Find every line below that contains the word "Galmae" and copy it out.

┌─ MATERIAL SHOWN

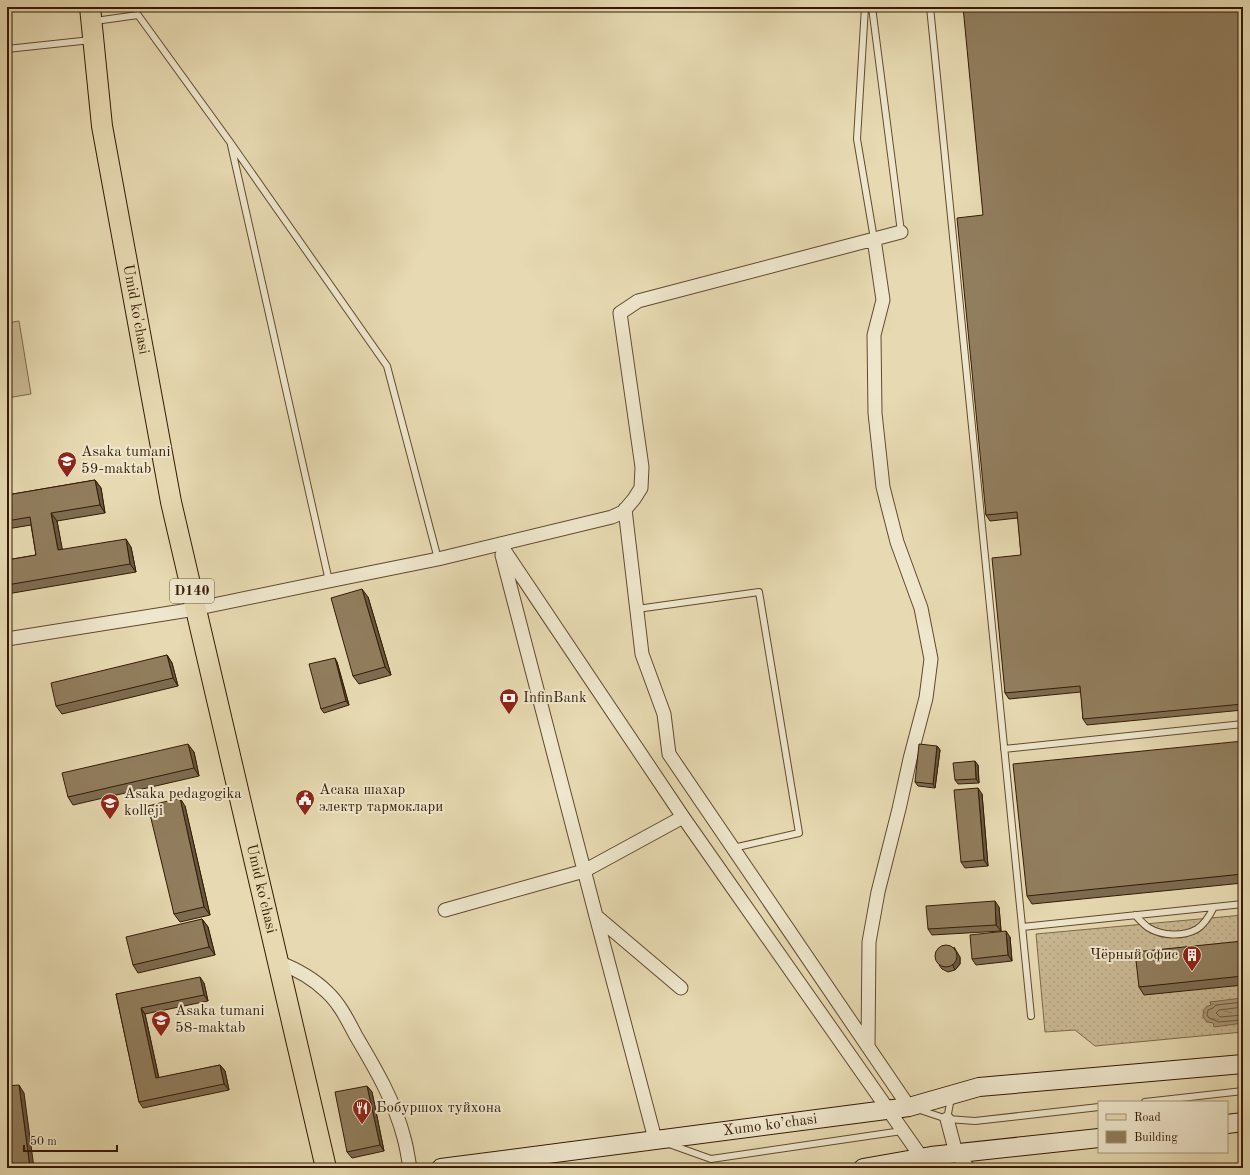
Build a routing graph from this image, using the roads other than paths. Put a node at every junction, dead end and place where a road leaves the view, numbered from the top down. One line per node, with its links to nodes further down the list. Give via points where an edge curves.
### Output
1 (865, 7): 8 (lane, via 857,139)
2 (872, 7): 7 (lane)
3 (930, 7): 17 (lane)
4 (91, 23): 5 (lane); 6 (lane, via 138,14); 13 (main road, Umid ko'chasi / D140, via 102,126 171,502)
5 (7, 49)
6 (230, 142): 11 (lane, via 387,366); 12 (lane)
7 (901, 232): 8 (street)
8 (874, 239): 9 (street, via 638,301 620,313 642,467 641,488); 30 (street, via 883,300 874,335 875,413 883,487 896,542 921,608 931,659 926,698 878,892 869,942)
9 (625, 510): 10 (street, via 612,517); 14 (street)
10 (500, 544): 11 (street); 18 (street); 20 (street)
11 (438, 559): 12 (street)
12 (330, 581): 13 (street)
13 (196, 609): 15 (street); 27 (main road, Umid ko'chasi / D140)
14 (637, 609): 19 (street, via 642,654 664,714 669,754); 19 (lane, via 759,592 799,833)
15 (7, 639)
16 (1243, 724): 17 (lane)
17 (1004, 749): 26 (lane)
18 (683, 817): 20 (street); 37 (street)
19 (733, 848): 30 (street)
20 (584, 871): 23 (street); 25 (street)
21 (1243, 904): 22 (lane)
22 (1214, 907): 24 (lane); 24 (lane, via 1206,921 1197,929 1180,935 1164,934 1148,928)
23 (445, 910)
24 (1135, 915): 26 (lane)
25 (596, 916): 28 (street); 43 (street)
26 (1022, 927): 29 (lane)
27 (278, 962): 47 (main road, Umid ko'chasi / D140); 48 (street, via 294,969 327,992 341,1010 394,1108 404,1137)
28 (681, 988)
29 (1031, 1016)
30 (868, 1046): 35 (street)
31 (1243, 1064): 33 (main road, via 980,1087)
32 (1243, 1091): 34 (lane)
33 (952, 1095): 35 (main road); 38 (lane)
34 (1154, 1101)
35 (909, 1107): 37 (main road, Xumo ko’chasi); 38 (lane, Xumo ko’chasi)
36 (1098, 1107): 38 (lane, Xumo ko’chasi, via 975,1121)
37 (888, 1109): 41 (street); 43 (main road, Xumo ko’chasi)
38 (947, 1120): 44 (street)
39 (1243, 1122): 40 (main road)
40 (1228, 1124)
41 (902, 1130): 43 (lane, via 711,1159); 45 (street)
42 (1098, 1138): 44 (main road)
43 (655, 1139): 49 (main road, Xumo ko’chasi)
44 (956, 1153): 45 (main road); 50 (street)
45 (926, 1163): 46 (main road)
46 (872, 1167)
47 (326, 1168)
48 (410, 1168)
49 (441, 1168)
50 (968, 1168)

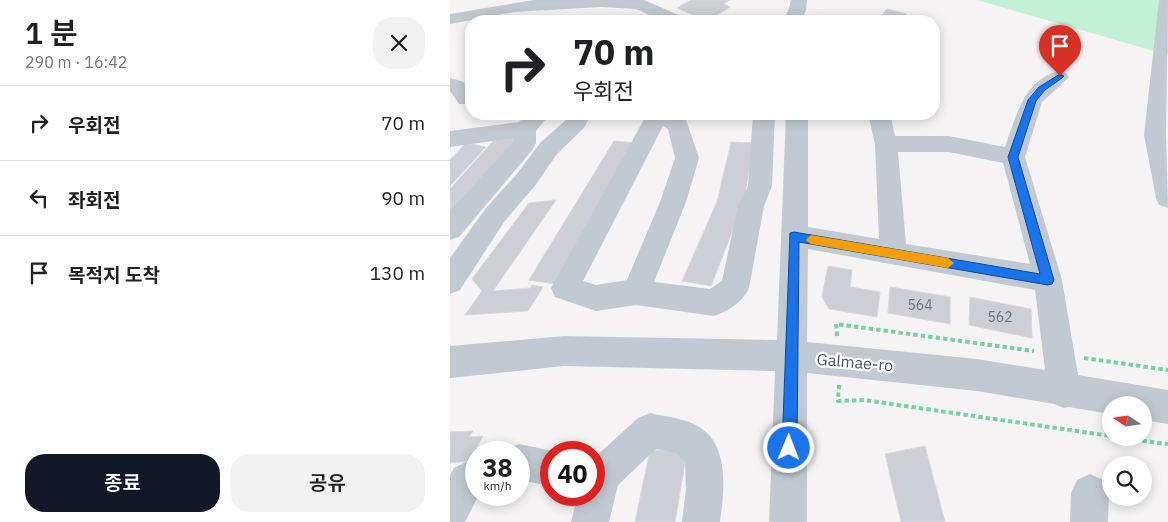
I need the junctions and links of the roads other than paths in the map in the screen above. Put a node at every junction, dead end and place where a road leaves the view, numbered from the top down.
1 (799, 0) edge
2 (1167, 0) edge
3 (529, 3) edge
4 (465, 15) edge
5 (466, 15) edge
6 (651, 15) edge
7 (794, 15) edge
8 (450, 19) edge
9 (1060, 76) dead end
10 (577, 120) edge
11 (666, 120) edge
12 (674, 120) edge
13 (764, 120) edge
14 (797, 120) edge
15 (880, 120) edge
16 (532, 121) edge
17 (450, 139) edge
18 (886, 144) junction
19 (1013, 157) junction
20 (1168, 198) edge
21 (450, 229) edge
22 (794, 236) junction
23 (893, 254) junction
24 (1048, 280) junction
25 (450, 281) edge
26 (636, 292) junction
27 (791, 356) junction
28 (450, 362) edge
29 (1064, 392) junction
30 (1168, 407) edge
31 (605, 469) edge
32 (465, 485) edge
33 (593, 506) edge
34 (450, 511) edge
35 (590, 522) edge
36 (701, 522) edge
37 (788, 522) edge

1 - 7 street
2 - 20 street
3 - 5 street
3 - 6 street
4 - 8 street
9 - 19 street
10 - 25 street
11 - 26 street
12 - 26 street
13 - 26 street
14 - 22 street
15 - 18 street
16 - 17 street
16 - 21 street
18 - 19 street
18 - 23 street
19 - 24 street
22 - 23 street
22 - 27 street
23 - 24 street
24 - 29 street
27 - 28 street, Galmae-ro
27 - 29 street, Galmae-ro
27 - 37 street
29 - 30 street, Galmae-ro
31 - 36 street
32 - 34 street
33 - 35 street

└─

→ **EXERCISE RESULT**
27 - 28 street, Galmae-ro
27 - 29 street, Galmae-ro
29 - 30 street, Galmae-ro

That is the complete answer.